• _WORK TASK_:
Copy the whole listing below exactly, with nothing left out.

■ ■ ■

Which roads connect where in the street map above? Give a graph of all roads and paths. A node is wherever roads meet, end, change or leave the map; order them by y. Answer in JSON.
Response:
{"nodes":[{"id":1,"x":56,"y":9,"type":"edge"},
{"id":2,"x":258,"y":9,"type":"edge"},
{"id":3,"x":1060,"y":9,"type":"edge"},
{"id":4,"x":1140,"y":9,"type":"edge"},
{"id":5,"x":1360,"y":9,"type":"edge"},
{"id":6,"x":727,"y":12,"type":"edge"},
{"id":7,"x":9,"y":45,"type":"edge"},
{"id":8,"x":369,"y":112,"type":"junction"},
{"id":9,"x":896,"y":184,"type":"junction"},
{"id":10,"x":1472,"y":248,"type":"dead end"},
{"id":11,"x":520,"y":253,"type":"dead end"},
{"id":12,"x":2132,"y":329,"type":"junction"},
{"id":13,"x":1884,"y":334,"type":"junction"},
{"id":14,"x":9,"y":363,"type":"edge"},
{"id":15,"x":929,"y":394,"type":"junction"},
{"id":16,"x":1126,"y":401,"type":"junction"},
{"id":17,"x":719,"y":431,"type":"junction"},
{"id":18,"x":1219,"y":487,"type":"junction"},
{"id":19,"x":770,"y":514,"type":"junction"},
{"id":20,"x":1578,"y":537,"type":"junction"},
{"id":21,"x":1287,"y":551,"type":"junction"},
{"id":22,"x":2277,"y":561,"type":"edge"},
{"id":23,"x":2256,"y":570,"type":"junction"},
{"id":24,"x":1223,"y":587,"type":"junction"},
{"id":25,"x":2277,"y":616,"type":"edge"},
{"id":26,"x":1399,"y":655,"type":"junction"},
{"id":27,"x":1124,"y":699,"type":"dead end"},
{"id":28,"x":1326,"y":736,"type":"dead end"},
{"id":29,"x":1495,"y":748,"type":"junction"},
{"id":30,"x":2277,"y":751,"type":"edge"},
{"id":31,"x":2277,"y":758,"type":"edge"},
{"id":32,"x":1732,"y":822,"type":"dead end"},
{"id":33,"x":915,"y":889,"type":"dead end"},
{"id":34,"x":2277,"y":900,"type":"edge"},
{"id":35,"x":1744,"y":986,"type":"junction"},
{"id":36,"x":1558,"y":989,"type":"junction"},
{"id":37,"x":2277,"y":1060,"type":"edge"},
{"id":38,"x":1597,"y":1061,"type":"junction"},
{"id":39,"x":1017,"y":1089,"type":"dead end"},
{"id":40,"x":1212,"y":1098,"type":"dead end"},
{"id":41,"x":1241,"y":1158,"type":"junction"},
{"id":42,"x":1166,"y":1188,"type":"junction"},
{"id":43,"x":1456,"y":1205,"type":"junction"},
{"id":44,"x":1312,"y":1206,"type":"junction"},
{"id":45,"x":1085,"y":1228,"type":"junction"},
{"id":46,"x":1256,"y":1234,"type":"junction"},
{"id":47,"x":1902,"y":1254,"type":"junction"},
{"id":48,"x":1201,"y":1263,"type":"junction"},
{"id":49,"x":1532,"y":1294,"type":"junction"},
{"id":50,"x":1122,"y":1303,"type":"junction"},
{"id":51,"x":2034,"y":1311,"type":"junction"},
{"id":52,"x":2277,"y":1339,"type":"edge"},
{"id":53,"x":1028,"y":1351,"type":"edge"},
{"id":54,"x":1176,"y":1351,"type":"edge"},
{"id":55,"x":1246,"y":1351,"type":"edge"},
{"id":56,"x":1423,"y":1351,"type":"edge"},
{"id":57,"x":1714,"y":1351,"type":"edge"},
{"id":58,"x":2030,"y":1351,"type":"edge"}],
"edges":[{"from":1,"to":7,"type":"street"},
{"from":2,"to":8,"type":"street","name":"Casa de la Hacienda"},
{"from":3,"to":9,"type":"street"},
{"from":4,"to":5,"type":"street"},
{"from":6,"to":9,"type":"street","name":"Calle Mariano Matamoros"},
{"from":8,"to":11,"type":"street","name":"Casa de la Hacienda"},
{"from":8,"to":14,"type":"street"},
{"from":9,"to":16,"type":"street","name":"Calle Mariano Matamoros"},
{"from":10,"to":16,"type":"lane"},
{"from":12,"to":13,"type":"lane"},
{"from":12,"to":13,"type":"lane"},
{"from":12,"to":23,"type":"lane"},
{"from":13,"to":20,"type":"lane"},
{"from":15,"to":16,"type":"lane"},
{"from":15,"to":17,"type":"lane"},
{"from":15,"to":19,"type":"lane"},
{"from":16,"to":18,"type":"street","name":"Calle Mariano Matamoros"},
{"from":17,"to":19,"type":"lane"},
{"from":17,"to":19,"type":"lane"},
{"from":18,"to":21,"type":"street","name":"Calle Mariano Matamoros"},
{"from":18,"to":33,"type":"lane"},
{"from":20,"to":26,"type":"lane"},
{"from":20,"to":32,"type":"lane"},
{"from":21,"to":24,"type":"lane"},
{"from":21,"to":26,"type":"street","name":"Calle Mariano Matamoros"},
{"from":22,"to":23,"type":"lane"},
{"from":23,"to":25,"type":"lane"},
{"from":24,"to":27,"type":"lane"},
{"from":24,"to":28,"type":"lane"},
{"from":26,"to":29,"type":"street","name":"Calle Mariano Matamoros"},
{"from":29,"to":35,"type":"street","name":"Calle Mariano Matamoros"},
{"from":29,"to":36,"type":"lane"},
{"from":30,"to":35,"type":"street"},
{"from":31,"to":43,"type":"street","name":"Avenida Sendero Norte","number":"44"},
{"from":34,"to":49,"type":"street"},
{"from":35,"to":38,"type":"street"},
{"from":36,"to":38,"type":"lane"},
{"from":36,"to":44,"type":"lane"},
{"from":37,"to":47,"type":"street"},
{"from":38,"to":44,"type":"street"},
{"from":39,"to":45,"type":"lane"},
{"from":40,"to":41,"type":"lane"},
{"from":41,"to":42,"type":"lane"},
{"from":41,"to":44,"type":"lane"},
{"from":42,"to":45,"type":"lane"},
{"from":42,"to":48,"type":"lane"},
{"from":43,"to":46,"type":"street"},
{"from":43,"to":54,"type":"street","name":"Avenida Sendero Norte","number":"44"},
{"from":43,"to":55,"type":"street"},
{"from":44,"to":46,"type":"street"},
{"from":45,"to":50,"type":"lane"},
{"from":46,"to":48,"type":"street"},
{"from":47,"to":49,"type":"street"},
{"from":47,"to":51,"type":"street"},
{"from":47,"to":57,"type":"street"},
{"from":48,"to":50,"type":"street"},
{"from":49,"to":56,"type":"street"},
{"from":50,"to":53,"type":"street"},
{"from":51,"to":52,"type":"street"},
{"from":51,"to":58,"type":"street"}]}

■ ■ ■

• _EXERCISE ANSWER_:
Which roads connect where in the street map above? Give a graph of all roads and paths. A node is wherever roads meet, end, change or leave the map; order them by y. Answer in JSON.
Response:
{"nodes":[{"id":1,"x":56,"y":9,"type":"edge"},
{"id":2,"x":258,"y":9,"type":"edge"},
{"id":3,"x":1060,"y":9,"type":"edge"},
{"id":4,"x":1140,"y":9,"type":"edge"},
{"id":5,"x":1360,"y":9,"type":"edge"},
{"id":6,"x":727,"y":12,"type":"edge"},
{"id":7,"x":9,"y":45,"type":"edge"},
{"id":8,"x":369,"y":112,"type":"junction"},
{"id":9,"x":896,"y":184,"type":"junction"},
{"id":10,"x":1472,"y":248,"type":"dead end"},
{"id":11,"x":520,"y":253,"type":"dead end"},
{"id":12,"x":2132,"y":329,"type":"junction"},
{"id":13,"x":1884,"y":334,"type":"junction"},
{"id":14,"x":9,"y":363,"type":"edge"},
{"id":15,"x":929,"y":394,"type":"junction"},
{"id":16,"x":1126,"y":401,"type":"junction"},
{"id":17,"x":719,"y":431,"type":"junction"},
{"id":18,"x":1219,"y":487,"type":"junction"},
{"id":19,"x":770,"y":514,"type":"junction"},
{"id":20,"x":1578,"y":537,"type":"junction"},
{"id":21,"x":1287,"y":551,"type":"junction"},
{"id":22,"x":2277,"y":561,"type":"edge"},
{"id":23,"x":2256,"y":570,"type":"junction"},
{"id":24,"x":1223,"y":587,"type":"junction"},
{"id":25,"x":2277,"y":616,"type":"edge"},
{"id":26,"x":1399,"y":655,"type":"junction"},
{"id":27,"x":1124,"y":699,"type":"dead end"},
{"id":28,"x":1326,"y":736,"type":"dead end"},
{"id":29,"x":1495,"y":748,"type":"junction"},
{"id":30,"x":2277,"y":751,"type":"edge"},
{"id":31,"x":2277,"y":758,"type":"edge"},
{"id":32,"x":1732,"y":822,"type":"dead end"},
{"id":33,"x":915,"y":889,"type":"dead end"},
{"id":34,"x":2277,"y":900,"type":"edge"},
{"id":35,"x":1744,"y":986,"type":"junction"},
{"id":36,"x":1558,"y":989,"type":"junction"},
{"id":37,"x":2277,"y":1060,"type":"edge"},
{"id":38,"x":1597,"y":1061,"type":"junction"},
{"id":39,"x":1017,"y":1089,"type":"dead end"},
{"id":40,"x":1212,"y":1098,"type":"dead end"},
{"id":41,"x":1241,"y":1158,"type":"junction"},
{"id":42,"x":1166,"y":1188,"type":"junction"},
{"id":43,"x":1456,"y":1205,"type":"junction"},
{"id":44,"x":1312,"y":1206,"type":"junction"},
{"id":45,"x":1085,"y":1228,"type":"junction"},
{"id":46,"x":1256,"y":1234,"type":"junction"},
{"id":47,"x":1902,"y":1254,"type":"junction"},
{"id":48,"x":1201,"y":1263,"type":"junction"},
{"id":49,"x":1532,"y":1294,"type":"junction"},
{"id":50,"x":1122,"y":1303,"type":"junction"},
{"id":51,"x":2034,"y":1311,"type":"junction"},
{"id":52,"x":2277,"y":1339,"type":"edge"},
{"id":53,"x":1028,"y":1351,"type":"edge"},
{"id":54,"x":1176,"y":1351,"type":"edge"},
{"id":55,"x":1246,"y":1351,"type":"edge"},
{"id":56,"x":1423,"y":1351,"type":"edge"},
{"id":57,"x":1714,"y":1351,"type":"edge"},
{"id":58,"x":2030,"y":1351,"type":"edge"}],
"edges":[{"from":1,"to":7,"type":"street"},
{"from":2,"to":8,"type":"street","name":"Casa de la Hacienda"},
{"from":3,"to":9,"type":"street"},
{"from":4,"to":5,"type":"street"},
{"from":6,"to":9,"type":"street","name":"Calle Mariano Matamoros"},
{"from":8,"to":11,"type":"street","name":"Casa de la Hacienda"},
{"from":8,"to":14,"type":"street"},
{"from":9,"to":16,"type":"street","name":"Calle Mariano Matamoros"},
{"from":10,"to":16,"type":"lane"},
{"from":12,"to":13,"type":"lane"},
{"from":12,"to":13,"type":"lane"},
{"from":12,"to":23,"type":"lane"},
{"from":13,"to":20,"type":"lane"},
{"from":15,"to":16,"type":"lane"},
{"from":15,"to":17,"type":"lane"},
{"from":15,"to":19,"type":"lane"},
{"from":16,"to":18,"type":"street","name":"Calle Mariano Matamoros"},
{"from":17,"to":19,"type":"lane"},
{"from":17,"to":19,"type":"lane"},
{"from":18,"to":21,"type":"street","name":"Calle Mariano Matamoros"},
{"from":18,"to":33,"type":"lane"},
{"from":20,"to":26,"type":"lane"},
{"from":20,"to":32,"type":"lane"},
{"from":21,"to":24,"type":"lane"},
{"from":21,"to":26,"type":"street","name":"Calle Mariano Matamoros"},
{"from":22,"to":23,"type":"lane"},
{"from":23,"to":25,"type":"lane"},
{"from":24,"to":27,"type":"lane"},
{"from":24,"to":28,"type":"lane"},
{"from":26,"to":29,"type":"street","name":"Calle Mariano Matamoros"},
{"from":29,"to":35,"type":"street","name":"Calle Mariano Matamoros"},
{"from":29,"to":36,"type":"lane"},
{"from":30,"to":35,"type":"street"},
{"from":31,"to":43,"type":"street","name":"Avenida Sendero Norte","number":"44"},
{"from":34,"to":49,"type":"street"},
{"from":35,"to":38,"type":"street"},
{"from":36,"to":38,"type":"lane"},
{"from":36,"to":44,"type":"lane"},
{"from":37,"to":47,"type":"street"},
{"from":38,"to":44,"type":"street"},
{"from":39,"to":45,"type":"lane"},
{"from":40,"to":41,"type":"lane"},
{"from":41,"to":42,"type":"lane"},
{"from":41,"to":44,"type":"lane"},
{"from":42,"to":45,"type":"lane"},
{"from":42,"to":48,"type":"lane"},
{"from":43,"to":46,"type":"street"},
{"from":43,"to":54,"type":"street","name":"Avenida Sendero Norte","number":"44"},
{"from":43,"to":55,"type":"street"},
{"from":44,"to":46,"type":"street"},
{"from":45,"to":50,"type":"lane"},
{"from":46,"to":48,"type":"street"},
{"from":47,"to":49,"type":"street"},
{"from":47,"to":51,"type":"street"},
{"from":47,"to":57,"type":"street"},
{"from":48,"to":50,"type":"street"},
{"from":49,"to":56,"type":"street"},
{"from":50,"to":53,"type":"street"},
{"from":51,"to":52,"type":"street"},
{"from":51,"to":58,"type":"street"}]}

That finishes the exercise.